This articles is from 2015 but I recently just saw it thanks to an old ‘Nam vet sharing it on facebook.


The .50 caliber M2 machine gun was designed in 1918, near the end of World War I by John Browning.

Production began in 1921 and the weapon was designed so a single receiver could be turned into seven different variants by adding jackets, barrels or other components.

Roughly 94 years after the first production run of M2 machine guns came off the assembly line, the 324th weapon produced made it to Anniston Army Depot for overhaul and upgrade.

Cody Bryant, left, and Corby Tinney inspect the 324th M2 receiver ever produced. The weapon arrived at Anniston Army Depot to be converted to a M2A1 in May. Photo: Army Materiel Command Mrs. Jennifer Bacchus

In more than 90 years of existence, the receiver with serial number 324 has never been overhauled.

“Looking at the receiver, for its age, it looks good as new and it gauges better than most of the other weapons,” said John Clark, a small arms repair leader.

Despite the fact that the weapon still meets most specifications, it may be destined for the scrap yard.

Modifications made to the weapon in the field mean part of the receiver would have to be removed through welding and replaced with new metal, a process which usually means the receiver is scrap.

Entire article link-

https://www.wearethemighty.com/articles/this-50-cal-fought-for-90-years-without-needing-repair?utm_medium=organic+facebook&utm_campaign=traffic&utm_source=newsfeed&utm_content=tactical&utm_term=army.mil&fbclid=IwAR3sDzhtc0t0_JbbG71qfiJElVBy_R5jWWToCfZxE7M_2eMQDv5G0I-jC9I

Hearing about this didn’t surprise me much. I was under the impression that until recently a lot of the M2s in service were that old or close to it. I think Howard maybe mentioned to me once that he saw M2s still marked from WW2 era while he was in the Marines.

7 thoughts on “90 Year Old M2 Still In Service In 2015”

  1. The question that’s really more important here is why in the hell it took so long for the Army to begin conversion of the fleet to a fixed-headspace model that did not require the gunner to re-do headspace every time they mounted a barrel. The first conversion kits were developed back in the 1970s, ferchrissakes… They’re available from Manroy (UK .50 manufacturer), FN (the one we bought… I think…), and even from the guys who built the M60, SACO-Maremont (or, whatever they’re calling themselves, these days…). We should have transitioned to this feature as soon as it was feasible, which would have been about the time precision manufacture of ammunition was really a “thing”, sometime in the late 1930s. I think that was about when we finally got to the point where you could really get away with fixed headspace MGs… Before then, there was enough variation in series manufacture that you almost had to leave that feature in place, or risk your guns not working.

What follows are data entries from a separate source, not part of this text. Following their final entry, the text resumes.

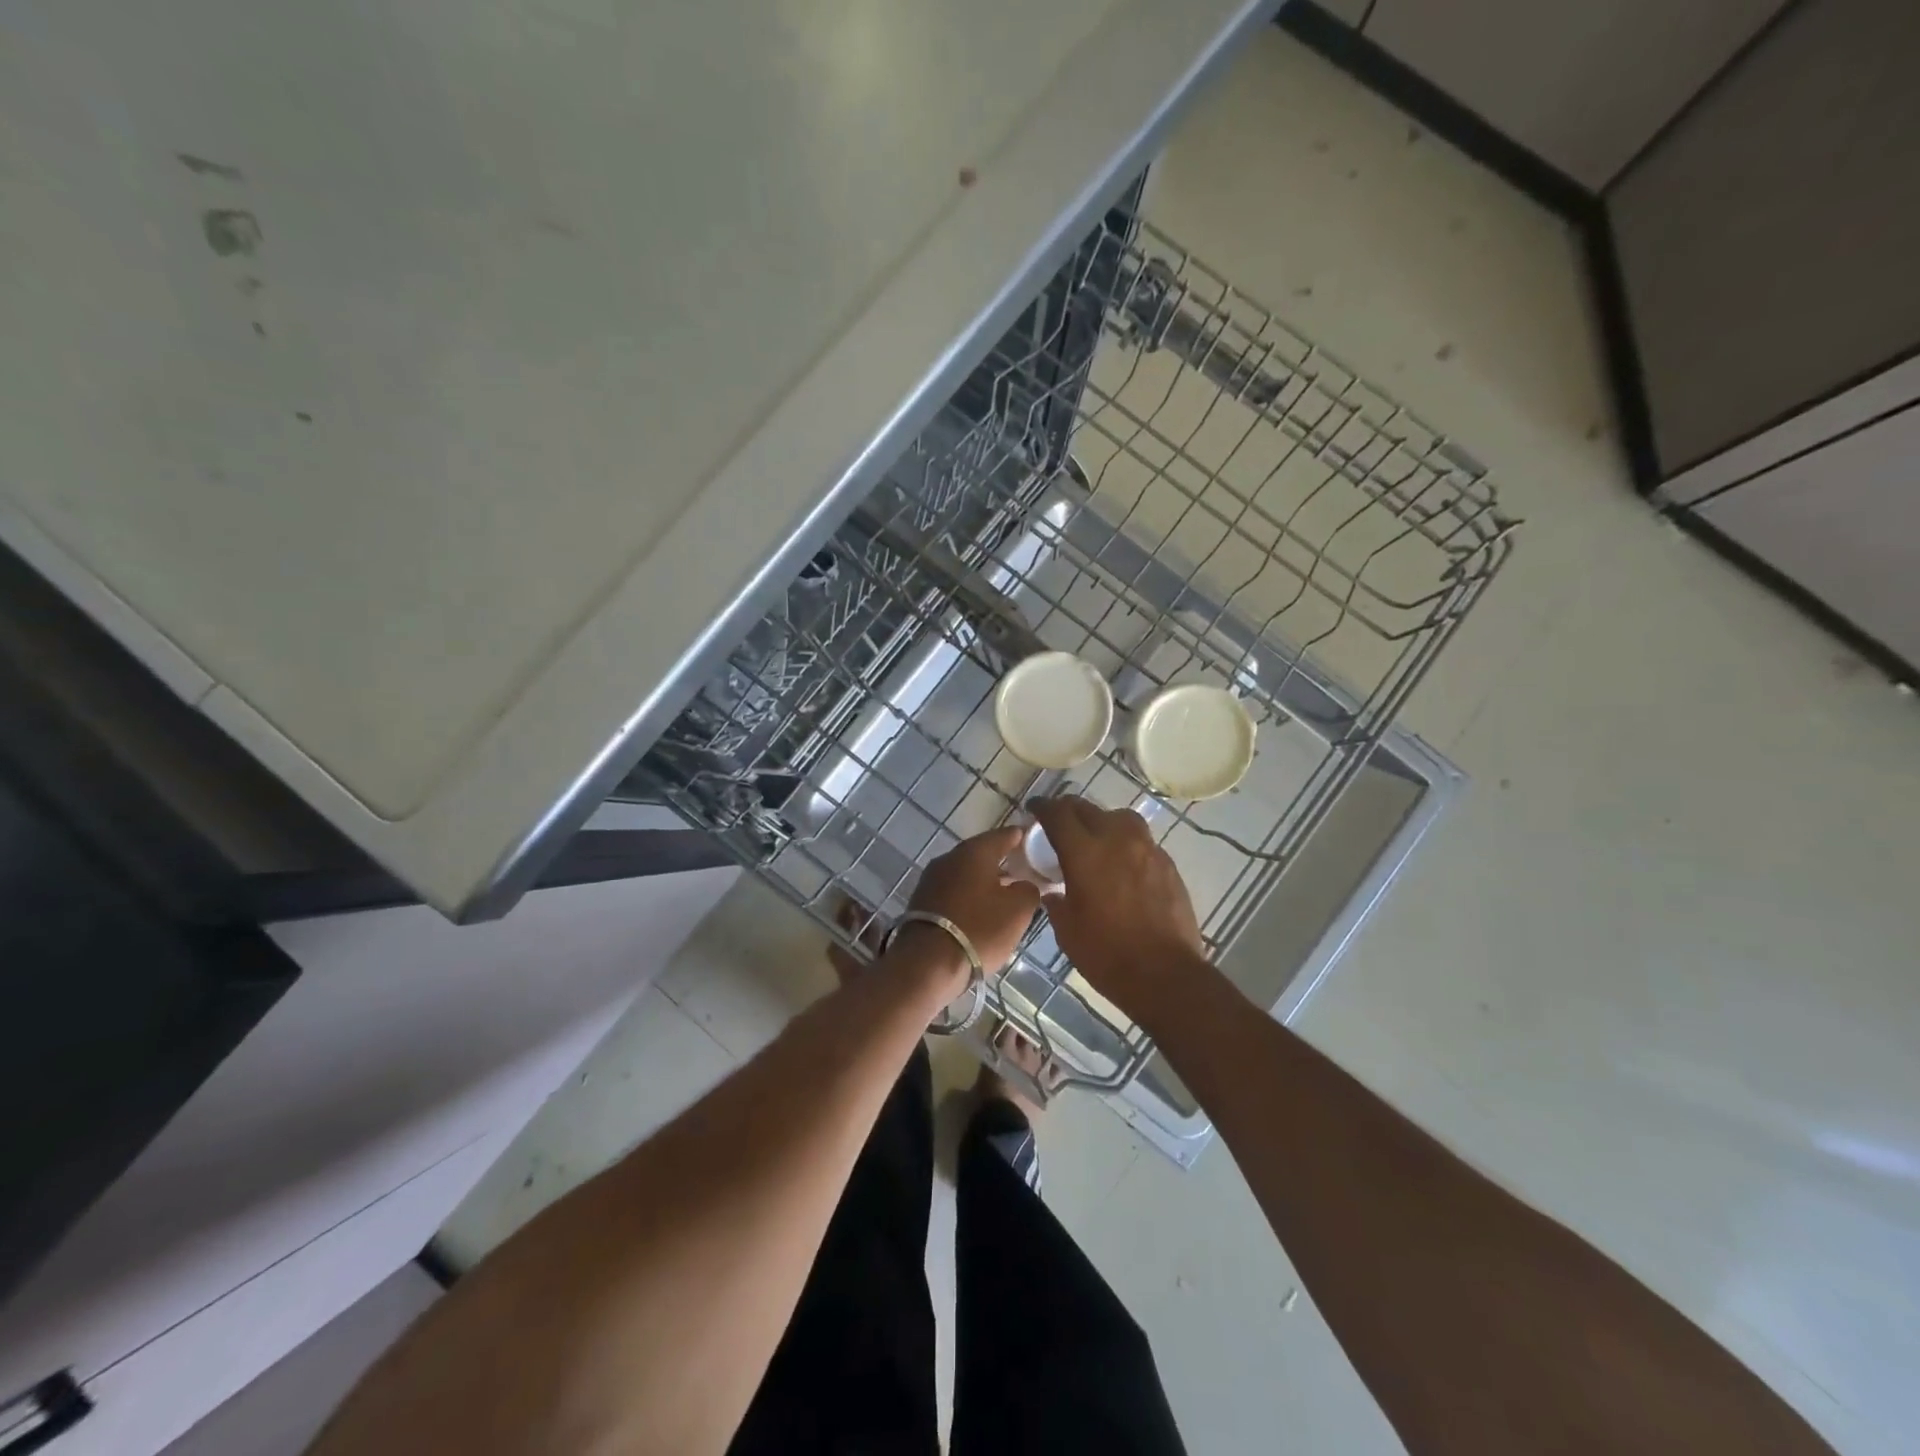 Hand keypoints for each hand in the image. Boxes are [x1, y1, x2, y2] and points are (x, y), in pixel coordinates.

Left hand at [904, 826, 1041, 977]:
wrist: (927, 964)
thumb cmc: (979, 929)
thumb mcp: (1018, 910)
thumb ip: (1029, 890)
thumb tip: (1024, 885)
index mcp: (974, 851)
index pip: (1005, 835)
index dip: (1023, 838)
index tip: (1036, 843)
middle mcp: (949, 857)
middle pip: (982, 853)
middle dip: (1003, 861)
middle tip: (1024, 872)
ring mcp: (931, 879)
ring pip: (966, 873)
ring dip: (984, 881)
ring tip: (1005, 896)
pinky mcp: (921, 901)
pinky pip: (953, 891)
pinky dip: (968, 897)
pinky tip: (980, 912)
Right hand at [1029, 796, 1204, 1028]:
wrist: (1165, 975)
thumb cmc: (1107, 955)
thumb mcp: (1067, 931)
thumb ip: (1057, 903)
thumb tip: (1055, 892)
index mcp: (1085, 853)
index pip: (1058, 814)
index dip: (1043, 807)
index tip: (1034, 809)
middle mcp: (1117, 840)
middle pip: (1088, 809)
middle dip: (1069, 811)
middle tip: (1059, 822)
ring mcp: (1147, 850)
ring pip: (1120, 817)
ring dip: (1102, 821)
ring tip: (1096, 839)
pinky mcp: (1168, 864)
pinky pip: (1142, 841)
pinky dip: (1126, 844)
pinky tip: (1123, 865) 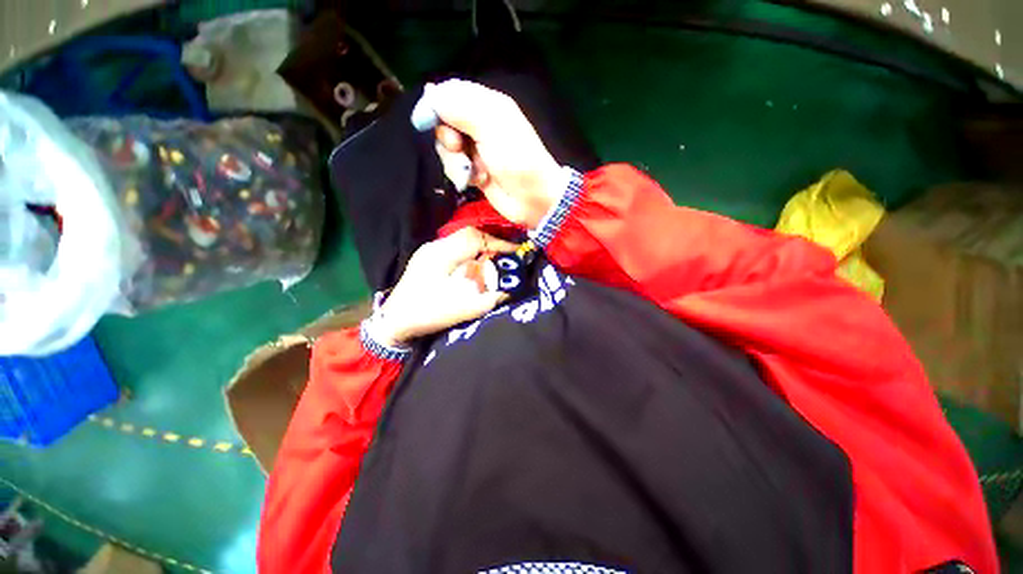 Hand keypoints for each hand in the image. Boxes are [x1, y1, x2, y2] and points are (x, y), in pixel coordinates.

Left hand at [372, 227, 516, 346]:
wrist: (394, 321)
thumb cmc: (426, 314)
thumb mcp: (461, 309)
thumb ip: (488, 299)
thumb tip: (509, 289)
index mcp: (441, 255)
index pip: (474, 238)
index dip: (498, 243)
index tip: (515, 253)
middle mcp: (435, 247)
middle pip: (469, 235)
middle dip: (491, 243)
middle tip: (507, 256)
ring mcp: (429, 251)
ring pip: (461, 240)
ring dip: (481, 247)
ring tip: (495, 259)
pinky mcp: (427, 258)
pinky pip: (455, 248)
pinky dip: (470, 253)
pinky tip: (475, 265)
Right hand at [426, 79, 562, 228]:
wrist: (532, 199)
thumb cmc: (516, 159)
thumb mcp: (490, 126)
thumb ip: (458, 107)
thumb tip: (428, 93)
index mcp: (486, 105)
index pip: (449, 93)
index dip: (435, 105)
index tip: (428, 122)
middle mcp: (479, 125)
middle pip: (443, 122)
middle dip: (447, 138)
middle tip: (459, 147)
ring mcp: (476, 150)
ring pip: (446, 148)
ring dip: (455, 161)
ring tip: (474, 170)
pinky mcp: (474, 171)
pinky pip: (454, 168)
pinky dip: (463, 175)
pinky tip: (479, 180)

    As to the “oldest receiver” thing? I saw that when it came out, and it doesn’t really surprise me–If you visualize the military supply system as a vast circular stream of water, there are eddy pools and back channels filled with things that would flatly blow your mind, when and if they ever come out into the opening. What causes it are things like little podunk armories for the National Guard somewhere in bumf*ck Eastern Oregon finally getting in a new guy who decides to sweep away the detritus of decades of shifting unit designations and unit types, and finally cleaning out the arms room by doing a mass turn-in of things that aren’t on the MTOE anymore, or someone poking their noses into a forgotten storage vault that’s been lost on paper since the 1950s.

    I’ll give you an idea of what it’s like–Circa 1989-ish, I’m assigned to recruiting in the Chicago area. In the course of things, I’m tasked with turning in the recruiting station’s G-jets, or GSA sedans for the uninitiated. To do that, you took the cars down to the GSA warehouse on the outskirts of Chicago, and you turned over the old one, drew the new one, and away you went.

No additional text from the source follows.